Additional MySQL performance issues such as MDL locks, flush waits, and row‑level locks are discussed, with commands like show processlist to identify waiting sessions.

For large tables, the article recommends sharding strategies (horizontal vs. vertical), read‑write separation, and tools such as Sharding‑Sphere, TDDL, or Mycat.

Elasticsearch is introduced as a fast, distributed search engine built on Lucene; its basic operations (cluster health, shard status, mapping, settings) are shown with commands like GET /_cat/health?v&pretty, GET /_cat/shards?v, GET yourindex/_mapping, and GET yourindex/_settings. A sample search request is provided:

GET yourIndex/_search
{
  "from": 0,
  "size": 10,
  "query": {
    "match_phrase": {
      "log": "xxx"
    }
  }
}

The article explains why Elasticsearch queries are fast due to inverted indexes, term dictionaries, and an in‑memory term index (FST), while also noting that not all queries are faster than MySQL.

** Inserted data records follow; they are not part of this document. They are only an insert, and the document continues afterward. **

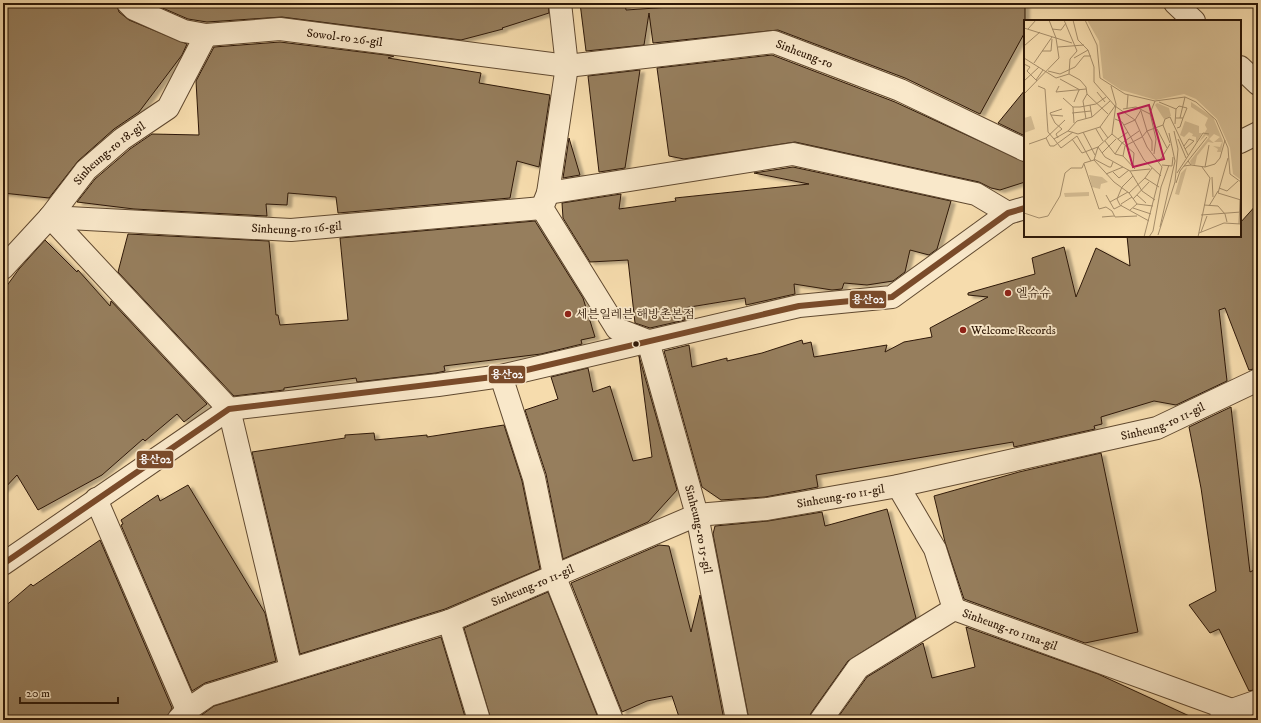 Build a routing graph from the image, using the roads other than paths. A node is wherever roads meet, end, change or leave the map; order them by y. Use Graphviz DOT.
graph roads {
  1 [pos="128,3"];
  2 [pos="560,3"];
  3 [pos="1175,3"];
  4 [pos="1193,20"];
  5 [pos="206,35"];
  6 [pos="567,66"];
  7 [pos="1241,68"];
  8 [pos="1258,84"];
  9 [pos="1258,133"];
  10 [pos="1241,142"];
  11 [pos="1024,150"];
  12 [pos="545,200"];
  13 [pos="1017,211"];
  14 [pos="50,217"];
  15 [pos="3,268"];
  16 [pos="648,341"];
  17 [pos="501,376"];
  18 [pos="1258,380"];
  19 [pos="229,408"];
  20 [pos="898,486"];
  21 [pos="96,499"];
  22 [pos="697,515"];
  23 [pos="3,564"];
  24 [pos="554,575"];
  25 [pos="954,609"];
  26 [pos="449,621"];
  27 [pos="291,669"];
  28 [pos="1258,701"];
  29 [pos="182,715"];
  30 [pos="1225,715"];
  31 [pos="479,720"];
  32 [pos="612,720"];
  33 [pos="737,720"];
  34 [pos="821,720"];
  1 -- 5 [label="street, Sowol-ro 26-gil"];
  2 -- 6 [label="street"];
  3 -- 4 [label="street"];
  5 -- 6 [label="street, Sowol-ro 26-gil"];
  5 -- 14 [label="street, Sinheung-ro 18-gil"];
  6 -- 11 [label="street, Sinheung-ro"];
  6 -- 12 [label="street"];
  7 -- 8 [label="street"];
  9 -- 10 [label="street"];
  12 -- 13 [label="street"];
  12 -- 14 [label="street, Sinheung-ro 16-gil"];
  12 -- 16 [label="street"];
  13 -- 16 [label="street"];
  14 -- 15 [label="street, Sinheung-ro 18-gil"];
  14 -- 19 [label="street"];
  16 -- 17 [label="street"];
  16 -- 22 [label="street, Sinheung-ro 15-gil"];
  17 -- 19 [label="street"];
  17 -- 24 [label="street"];
  18 -- 20 [label="street, Sinheung-ro 11-gil"];
  19 -- 21 [label="street"];
  19 -- 27 [label="street"];
  20 -- 22 [label="street, Sinheung-ro 11-gil"];
  20 -- 25 [label="street, Sinheung-ro 11-gil"];
  21 -- 23 [label="street"];
  21 -- 29 [label="street"];
  22 -- 24 [label="street, Sinheung-ro 11-gil"];
  22 -- 33 [label="street, Sinheung-ro 15-gil"];
  24 -- 26 [label="street, Sinheung-ro 11-gil"];
  24 -- 32 [label="street"];
  25 -- 30 [label="street, Sinheung-ro 11na-gil"];
  25 -- 34 [label="street, Sinheung-ro 11na-gil"];
  26 -- 27 [label="street, Sinheung-ro 11-gil"];
  26 -- 31 [label="street"];
  27 -- 29 [label="street, Sinheung-ro 11-gil"];
  28 -- 30 [label="street, Sinheung-ro 11na-gil"];
}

Typical use cases for Elasticsearch include full‑text search, log analysis, and scenarios where MySQL keyword searches are inefficient.

HBase is then described as a column‑oriented NoSQL store; its storage model (row key, timestamp, column families, cells) and the importance of row‑key design are highlighted. The distinction between OLTP (row‑oriented) and OLAP (column‑oriented) workloads is clarified, noting that HBase excels at write‑intensive workloads but offers limited query capabilities.

Finally, the article summarizes that solving slow queries starts with proper index design, understanding database internals, and, when necessary, combining technologies such as MySQL, Elasticsearch, and HBase to achieve scalability and performance.